You can still be long or short a contract, or have put or call options in PM, but anyone doing it is stupid. That market can be manipulated. All of them can - but the pork bellies ARE going to be delivered because people have to eat. Silver is different. All governments have back room deals going on to make sure defense contractors have all the PM and rare earth metals they need. They do it OTC through brokers and it never shows up in any market. It's like uranium. You can buy uranium futures, but you can't specify where you want it delivered and, except for small amounts for 'approved' purposes, you can't have much of it or process it.

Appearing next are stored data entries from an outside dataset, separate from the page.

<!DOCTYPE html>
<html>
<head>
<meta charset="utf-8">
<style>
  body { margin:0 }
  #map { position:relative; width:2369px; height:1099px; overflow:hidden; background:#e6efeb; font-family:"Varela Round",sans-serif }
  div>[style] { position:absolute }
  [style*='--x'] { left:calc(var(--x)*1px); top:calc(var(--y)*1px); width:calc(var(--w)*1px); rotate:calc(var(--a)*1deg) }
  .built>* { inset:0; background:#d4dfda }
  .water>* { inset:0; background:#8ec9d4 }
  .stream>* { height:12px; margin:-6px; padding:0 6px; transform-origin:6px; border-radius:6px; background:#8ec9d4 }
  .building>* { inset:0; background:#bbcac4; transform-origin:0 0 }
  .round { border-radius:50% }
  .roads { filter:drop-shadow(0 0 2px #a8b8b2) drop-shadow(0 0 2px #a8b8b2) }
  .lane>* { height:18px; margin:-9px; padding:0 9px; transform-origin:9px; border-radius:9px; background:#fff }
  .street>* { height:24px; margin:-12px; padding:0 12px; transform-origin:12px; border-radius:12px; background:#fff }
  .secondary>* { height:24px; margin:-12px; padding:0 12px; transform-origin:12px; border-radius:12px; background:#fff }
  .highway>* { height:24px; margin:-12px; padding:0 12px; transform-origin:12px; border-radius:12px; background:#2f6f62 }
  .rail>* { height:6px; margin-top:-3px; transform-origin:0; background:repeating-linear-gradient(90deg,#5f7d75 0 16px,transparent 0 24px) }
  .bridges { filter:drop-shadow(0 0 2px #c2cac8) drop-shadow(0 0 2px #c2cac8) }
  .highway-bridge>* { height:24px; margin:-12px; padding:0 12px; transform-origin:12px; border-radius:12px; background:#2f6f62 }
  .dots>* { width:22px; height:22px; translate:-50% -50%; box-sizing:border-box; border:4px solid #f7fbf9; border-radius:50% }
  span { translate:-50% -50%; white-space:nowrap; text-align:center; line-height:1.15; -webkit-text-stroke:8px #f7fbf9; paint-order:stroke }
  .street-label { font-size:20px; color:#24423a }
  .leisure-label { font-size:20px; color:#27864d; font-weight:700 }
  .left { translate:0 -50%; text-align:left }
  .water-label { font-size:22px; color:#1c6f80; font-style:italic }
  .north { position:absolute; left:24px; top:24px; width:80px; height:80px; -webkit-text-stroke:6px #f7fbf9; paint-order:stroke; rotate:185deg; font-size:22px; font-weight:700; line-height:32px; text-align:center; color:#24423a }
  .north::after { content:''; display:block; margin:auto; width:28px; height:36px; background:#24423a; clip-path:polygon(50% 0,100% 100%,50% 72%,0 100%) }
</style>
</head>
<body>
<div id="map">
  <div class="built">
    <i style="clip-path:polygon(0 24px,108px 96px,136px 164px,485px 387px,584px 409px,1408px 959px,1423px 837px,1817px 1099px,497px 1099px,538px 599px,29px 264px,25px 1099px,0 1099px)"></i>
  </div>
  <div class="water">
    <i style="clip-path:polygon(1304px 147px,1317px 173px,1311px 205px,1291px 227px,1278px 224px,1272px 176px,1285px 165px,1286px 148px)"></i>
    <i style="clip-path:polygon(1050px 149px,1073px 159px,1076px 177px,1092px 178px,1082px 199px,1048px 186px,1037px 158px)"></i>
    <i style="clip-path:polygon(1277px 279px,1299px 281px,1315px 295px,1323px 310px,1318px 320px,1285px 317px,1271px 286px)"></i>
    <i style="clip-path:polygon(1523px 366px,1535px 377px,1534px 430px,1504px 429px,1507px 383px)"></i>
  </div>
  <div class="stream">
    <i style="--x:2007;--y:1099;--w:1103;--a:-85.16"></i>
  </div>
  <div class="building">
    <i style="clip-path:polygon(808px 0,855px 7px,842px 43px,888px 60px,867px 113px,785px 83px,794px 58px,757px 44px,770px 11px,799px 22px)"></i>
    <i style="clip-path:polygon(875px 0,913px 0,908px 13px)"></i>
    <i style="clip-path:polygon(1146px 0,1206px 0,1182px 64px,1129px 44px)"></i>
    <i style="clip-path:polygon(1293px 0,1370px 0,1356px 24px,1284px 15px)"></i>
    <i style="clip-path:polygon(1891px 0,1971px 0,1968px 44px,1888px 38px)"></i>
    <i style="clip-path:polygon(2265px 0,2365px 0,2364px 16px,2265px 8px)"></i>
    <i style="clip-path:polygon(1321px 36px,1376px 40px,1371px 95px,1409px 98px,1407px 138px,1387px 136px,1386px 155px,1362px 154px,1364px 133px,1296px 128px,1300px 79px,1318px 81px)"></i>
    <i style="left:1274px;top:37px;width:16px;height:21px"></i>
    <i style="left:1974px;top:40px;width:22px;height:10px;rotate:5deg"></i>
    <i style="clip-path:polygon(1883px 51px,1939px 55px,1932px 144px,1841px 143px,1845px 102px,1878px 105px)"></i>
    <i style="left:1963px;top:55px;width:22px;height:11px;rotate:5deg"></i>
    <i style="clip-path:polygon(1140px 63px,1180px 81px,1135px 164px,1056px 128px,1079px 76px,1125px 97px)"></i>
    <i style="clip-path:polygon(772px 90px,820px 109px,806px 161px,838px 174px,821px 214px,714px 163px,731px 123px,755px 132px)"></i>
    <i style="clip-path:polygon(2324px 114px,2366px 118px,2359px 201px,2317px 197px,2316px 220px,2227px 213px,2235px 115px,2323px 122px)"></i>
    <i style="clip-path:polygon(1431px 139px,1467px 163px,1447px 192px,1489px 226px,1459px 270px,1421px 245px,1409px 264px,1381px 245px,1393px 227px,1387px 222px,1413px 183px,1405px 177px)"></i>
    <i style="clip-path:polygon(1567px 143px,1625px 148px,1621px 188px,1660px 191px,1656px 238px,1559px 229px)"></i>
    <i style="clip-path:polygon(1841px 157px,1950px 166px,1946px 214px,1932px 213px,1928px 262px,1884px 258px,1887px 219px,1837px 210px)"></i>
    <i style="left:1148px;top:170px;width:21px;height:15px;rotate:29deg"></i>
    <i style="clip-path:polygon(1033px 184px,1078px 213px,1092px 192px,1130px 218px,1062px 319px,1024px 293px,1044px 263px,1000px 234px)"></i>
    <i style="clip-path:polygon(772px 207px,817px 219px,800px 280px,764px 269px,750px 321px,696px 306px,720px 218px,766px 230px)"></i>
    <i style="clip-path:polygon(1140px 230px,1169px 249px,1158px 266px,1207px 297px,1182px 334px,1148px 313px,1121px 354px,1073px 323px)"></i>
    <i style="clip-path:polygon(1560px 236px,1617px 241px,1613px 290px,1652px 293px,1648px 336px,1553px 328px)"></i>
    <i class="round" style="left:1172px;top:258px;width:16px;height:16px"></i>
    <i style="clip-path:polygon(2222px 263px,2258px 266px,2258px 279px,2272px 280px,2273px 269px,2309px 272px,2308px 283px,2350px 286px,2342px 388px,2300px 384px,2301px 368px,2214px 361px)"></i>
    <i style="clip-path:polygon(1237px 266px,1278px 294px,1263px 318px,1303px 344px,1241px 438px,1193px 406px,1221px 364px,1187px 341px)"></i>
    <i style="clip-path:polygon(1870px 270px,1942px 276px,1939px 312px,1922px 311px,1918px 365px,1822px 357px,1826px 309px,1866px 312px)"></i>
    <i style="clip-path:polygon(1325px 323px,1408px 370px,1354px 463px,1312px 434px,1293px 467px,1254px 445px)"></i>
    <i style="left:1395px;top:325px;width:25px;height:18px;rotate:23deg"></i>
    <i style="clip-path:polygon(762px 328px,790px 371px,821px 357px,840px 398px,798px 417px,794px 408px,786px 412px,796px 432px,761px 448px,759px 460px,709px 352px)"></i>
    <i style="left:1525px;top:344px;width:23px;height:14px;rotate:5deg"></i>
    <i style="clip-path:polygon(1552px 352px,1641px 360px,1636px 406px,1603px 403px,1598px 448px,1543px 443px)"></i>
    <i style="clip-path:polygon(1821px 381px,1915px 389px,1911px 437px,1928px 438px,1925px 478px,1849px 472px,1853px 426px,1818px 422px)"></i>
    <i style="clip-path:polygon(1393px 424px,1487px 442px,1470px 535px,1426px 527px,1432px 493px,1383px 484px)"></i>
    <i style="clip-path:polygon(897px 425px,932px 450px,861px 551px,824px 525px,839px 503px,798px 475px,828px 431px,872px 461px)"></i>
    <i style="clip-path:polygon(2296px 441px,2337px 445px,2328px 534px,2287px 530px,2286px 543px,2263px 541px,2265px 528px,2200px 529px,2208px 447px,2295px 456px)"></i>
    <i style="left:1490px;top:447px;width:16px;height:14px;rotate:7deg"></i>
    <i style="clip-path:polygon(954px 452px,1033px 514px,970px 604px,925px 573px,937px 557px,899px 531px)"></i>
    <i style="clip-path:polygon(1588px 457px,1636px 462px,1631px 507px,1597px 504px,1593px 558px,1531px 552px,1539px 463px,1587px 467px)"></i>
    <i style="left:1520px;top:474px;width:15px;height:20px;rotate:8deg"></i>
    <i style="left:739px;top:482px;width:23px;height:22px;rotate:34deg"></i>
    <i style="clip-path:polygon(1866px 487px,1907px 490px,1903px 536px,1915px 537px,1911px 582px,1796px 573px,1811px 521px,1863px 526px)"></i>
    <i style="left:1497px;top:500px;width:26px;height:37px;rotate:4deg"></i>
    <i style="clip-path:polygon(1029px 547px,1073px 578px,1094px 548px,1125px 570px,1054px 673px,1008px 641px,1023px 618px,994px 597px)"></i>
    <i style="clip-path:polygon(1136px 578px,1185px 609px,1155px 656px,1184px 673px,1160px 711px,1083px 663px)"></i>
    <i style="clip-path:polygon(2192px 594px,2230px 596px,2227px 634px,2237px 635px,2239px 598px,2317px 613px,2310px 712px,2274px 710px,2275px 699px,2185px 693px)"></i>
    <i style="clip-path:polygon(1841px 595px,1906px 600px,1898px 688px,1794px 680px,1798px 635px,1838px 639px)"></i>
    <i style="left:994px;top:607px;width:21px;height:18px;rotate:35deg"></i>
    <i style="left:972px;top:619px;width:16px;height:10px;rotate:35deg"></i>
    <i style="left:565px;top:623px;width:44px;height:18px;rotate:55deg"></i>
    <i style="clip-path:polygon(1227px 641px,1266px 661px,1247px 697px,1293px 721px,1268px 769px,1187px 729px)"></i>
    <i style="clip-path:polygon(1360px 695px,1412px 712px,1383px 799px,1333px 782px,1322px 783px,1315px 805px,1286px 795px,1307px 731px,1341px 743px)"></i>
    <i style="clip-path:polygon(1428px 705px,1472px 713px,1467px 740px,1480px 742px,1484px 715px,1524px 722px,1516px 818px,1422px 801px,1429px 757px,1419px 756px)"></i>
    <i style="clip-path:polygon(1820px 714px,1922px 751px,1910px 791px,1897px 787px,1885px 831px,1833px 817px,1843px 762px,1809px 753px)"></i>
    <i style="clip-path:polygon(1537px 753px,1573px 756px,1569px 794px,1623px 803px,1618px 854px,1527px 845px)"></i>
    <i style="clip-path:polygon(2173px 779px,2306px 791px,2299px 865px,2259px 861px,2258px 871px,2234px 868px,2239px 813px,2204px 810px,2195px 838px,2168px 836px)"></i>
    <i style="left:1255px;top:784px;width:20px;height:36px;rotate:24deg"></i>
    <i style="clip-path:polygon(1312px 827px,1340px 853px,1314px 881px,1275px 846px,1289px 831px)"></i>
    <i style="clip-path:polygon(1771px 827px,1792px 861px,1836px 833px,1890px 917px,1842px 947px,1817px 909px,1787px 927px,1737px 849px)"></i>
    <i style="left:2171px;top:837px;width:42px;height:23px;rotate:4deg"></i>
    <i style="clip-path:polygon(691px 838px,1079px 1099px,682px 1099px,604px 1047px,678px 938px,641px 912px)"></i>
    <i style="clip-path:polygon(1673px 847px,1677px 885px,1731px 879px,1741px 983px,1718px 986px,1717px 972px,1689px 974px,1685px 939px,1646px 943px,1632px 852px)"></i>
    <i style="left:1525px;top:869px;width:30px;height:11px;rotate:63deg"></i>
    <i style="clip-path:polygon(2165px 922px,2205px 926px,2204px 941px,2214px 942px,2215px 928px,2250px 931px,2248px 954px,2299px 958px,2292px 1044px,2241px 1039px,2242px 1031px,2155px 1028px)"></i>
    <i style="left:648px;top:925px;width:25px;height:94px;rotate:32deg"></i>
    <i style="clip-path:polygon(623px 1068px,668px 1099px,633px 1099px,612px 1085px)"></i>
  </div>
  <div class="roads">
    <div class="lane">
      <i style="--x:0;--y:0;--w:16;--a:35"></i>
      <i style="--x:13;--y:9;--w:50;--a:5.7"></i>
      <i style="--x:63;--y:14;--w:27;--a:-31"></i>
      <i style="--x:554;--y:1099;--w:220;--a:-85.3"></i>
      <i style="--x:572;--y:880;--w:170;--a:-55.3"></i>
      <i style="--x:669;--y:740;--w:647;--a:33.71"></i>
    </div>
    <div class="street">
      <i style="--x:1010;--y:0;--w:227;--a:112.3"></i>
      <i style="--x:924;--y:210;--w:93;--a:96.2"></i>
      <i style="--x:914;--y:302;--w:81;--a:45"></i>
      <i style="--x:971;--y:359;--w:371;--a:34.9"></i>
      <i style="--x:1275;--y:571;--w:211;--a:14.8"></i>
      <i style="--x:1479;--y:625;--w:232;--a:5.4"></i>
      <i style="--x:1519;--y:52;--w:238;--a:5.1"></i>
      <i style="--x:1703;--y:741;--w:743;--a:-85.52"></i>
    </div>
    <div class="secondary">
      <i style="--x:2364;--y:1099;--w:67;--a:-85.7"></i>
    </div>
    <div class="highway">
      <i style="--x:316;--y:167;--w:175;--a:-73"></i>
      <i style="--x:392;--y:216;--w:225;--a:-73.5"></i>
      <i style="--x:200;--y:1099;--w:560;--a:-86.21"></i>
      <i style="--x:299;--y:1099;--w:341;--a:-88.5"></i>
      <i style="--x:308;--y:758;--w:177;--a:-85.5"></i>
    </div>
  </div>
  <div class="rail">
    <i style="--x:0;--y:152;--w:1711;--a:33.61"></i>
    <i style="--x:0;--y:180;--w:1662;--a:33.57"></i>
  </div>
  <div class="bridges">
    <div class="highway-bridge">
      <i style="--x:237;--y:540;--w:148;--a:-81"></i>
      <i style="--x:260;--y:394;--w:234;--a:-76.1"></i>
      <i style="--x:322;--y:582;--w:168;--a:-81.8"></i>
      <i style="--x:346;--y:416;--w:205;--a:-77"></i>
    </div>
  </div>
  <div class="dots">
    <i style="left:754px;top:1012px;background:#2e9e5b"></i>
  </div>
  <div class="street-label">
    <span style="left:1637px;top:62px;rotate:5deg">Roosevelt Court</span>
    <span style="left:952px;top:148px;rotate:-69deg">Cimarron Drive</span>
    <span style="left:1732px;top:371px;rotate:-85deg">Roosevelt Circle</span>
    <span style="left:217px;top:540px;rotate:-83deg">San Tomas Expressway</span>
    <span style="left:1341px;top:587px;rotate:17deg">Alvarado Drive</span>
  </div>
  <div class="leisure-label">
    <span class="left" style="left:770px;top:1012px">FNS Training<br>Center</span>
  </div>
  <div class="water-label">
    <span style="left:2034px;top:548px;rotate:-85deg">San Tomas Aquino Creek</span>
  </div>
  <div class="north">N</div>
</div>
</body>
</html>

So 'investors' really have no idea what PM is doing. The ticks on the board are meaningless. The price of PM on COMEX is meaningless. If the government wants silver, they don't go to COMEX. But if they grab all the back-room silver and still need more, they can most certainly toss $10B into the pot and "Bang!" That sale goes through in one minute without any worries about who is on the other end - and you can't find out. Even if you could, it would be some bullshit front company.
So all these noob pseudo-investors who have never been traders and are effing clueless, babble about things they no nothing about and make assumptions based on nonsense. In point of fact, someone WAS laying in wait with $10B for that trade. There was no electronic trading back and forth. It was a straight sale. One of Bernanke's assistants or someone at the CIA called the back-room guy and said get me $10B in silver, now. The fact that it affected the price of silver surprised exactly no one.
Things like that are what affect the market. You cannot know in advance- and you cannot predict ANY performance of PM. I hope everyone's silver investment works for them but if the end of the world doesn't occur on Tuesday, people are going to start taking profit and they are going to continue until we hit the next wall.